Eran muchas personas.
Aunque la gente de la capital fuera poderosa, les sería imposible cuidar de todos.
—No, sigo pensando que es demasiado imprudente.
Al ver que estaban remoloneando y aún no se ponían en marcha, el Tercer anciano envió a alguien para apremiarlos.
La persona dijo con arrogancia: —¿Qué les pasa?
¿Aún quieren ir a la capital o no?
El profesor que los guiaba asintió apresuradamente y se disculpó.
—Lo lamento, pero los estudiantes sienten que es un poco inseguro.
¿Por qué no cambiamos de ruta?
La persona se mofó: —¿Cambiar de ruta?
Qué fácil es decirlo.
¿Acaso te harás responsable de hacerle perder el tiempo a nuestro señor?

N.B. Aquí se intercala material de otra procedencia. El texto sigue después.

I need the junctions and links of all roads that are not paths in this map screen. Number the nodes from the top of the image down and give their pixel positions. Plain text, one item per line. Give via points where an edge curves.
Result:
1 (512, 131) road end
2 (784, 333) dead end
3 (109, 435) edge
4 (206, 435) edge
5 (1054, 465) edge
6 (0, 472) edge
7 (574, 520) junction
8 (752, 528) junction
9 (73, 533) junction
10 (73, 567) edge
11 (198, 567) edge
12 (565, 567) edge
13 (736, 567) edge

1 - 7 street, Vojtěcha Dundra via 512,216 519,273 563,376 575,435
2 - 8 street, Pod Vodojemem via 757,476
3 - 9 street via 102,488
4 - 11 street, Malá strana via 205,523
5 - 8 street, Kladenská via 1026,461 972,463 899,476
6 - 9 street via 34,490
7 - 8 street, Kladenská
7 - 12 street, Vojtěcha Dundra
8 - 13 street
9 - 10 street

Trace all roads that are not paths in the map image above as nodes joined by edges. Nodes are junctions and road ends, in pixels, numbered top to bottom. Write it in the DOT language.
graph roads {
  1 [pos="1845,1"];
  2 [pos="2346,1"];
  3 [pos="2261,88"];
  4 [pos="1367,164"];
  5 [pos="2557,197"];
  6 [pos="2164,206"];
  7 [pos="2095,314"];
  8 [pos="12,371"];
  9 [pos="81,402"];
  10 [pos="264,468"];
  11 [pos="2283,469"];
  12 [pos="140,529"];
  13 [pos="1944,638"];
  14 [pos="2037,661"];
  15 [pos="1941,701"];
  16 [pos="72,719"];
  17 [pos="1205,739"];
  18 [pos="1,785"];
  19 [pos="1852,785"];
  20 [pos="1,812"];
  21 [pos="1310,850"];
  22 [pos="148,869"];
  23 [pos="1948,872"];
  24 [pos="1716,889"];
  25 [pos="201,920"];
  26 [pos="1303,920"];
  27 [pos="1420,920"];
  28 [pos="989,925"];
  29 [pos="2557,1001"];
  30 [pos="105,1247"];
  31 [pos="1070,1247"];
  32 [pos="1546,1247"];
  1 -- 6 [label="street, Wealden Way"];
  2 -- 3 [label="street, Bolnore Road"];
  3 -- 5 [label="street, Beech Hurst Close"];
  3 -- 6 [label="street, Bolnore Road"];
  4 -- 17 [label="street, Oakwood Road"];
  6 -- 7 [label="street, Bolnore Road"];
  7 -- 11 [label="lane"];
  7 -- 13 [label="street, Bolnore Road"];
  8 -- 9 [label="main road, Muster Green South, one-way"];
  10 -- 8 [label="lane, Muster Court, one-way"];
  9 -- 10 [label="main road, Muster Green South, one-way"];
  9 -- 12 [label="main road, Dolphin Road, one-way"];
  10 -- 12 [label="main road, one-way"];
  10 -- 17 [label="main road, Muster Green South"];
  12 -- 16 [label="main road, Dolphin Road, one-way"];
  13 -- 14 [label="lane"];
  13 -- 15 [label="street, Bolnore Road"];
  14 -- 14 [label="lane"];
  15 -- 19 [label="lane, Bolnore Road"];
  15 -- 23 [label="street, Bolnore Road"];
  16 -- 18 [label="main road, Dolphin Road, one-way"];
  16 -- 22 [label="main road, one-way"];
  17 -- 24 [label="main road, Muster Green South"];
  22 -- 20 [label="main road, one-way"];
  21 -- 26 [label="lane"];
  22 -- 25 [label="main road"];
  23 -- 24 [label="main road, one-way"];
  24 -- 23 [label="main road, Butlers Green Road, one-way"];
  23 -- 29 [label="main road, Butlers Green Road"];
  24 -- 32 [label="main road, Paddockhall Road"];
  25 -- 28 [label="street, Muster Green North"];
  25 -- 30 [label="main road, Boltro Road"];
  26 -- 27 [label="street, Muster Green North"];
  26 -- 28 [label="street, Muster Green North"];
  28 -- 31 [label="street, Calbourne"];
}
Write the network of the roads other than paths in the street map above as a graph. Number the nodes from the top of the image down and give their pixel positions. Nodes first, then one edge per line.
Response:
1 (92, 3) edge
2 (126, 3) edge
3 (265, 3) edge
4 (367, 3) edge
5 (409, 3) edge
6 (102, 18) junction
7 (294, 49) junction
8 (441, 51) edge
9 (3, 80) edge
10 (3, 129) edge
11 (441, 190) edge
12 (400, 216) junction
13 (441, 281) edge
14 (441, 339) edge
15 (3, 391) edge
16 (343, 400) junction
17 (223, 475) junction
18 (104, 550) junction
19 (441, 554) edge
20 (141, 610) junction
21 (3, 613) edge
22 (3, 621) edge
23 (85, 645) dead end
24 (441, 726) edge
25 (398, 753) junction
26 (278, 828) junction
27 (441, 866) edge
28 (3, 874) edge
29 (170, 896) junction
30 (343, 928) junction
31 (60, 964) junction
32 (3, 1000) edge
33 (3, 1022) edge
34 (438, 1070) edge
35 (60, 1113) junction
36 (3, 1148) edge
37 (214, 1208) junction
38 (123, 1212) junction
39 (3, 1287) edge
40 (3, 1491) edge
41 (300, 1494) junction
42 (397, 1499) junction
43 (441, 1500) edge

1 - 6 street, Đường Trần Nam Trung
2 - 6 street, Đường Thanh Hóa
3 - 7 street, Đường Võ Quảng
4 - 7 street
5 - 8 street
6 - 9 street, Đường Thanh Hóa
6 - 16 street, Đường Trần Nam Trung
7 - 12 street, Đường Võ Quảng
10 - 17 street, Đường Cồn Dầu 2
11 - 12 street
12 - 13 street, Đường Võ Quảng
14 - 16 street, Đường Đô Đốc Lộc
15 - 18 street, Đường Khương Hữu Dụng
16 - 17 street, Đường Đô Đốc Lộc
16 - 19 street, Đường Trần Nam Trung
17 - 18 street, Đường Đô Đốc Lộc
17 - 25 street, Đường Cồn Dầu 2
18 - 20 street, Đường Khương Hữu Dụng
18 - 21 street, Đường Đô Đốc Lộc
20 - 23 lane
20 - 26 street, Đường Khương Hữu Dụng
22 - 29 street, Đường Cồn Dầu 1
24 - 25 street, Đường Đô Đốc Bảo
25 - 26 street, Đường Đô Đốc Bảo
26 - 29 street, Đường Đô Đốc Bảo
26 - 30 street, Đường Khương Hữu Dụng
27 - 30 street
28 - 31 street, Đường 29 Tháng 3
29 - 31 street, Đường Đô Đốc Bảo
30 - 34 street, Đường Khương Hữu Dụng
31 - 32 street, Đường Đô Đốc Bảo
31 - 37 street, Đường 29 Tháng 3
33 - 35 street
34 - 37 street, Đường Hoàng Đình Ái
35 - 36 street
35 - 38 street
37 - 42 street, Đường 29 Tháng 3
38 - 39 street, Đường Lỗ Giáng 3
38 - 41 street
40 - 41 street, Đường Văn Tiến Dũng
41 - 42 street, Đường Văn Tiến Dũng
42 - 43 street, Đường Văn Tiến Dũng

—Si quieren ir, pónganse en marcha de inmediato.
Déjense de tantas tonterías.
Si no quieren ir, entonces lárguense.
Unos cobardes como ustedes solo serían una deshonra en la capital.
Al oír esas palabras, la multitud se sintió algo indignada, pero no había nada que pudieran hacer.
Al final, tras una deliberación entre los profesores y los ancianos de la academia, no tuvieron más opción que seguirlos.
Después de todo, no se puede luchar contra quien tiene el poder.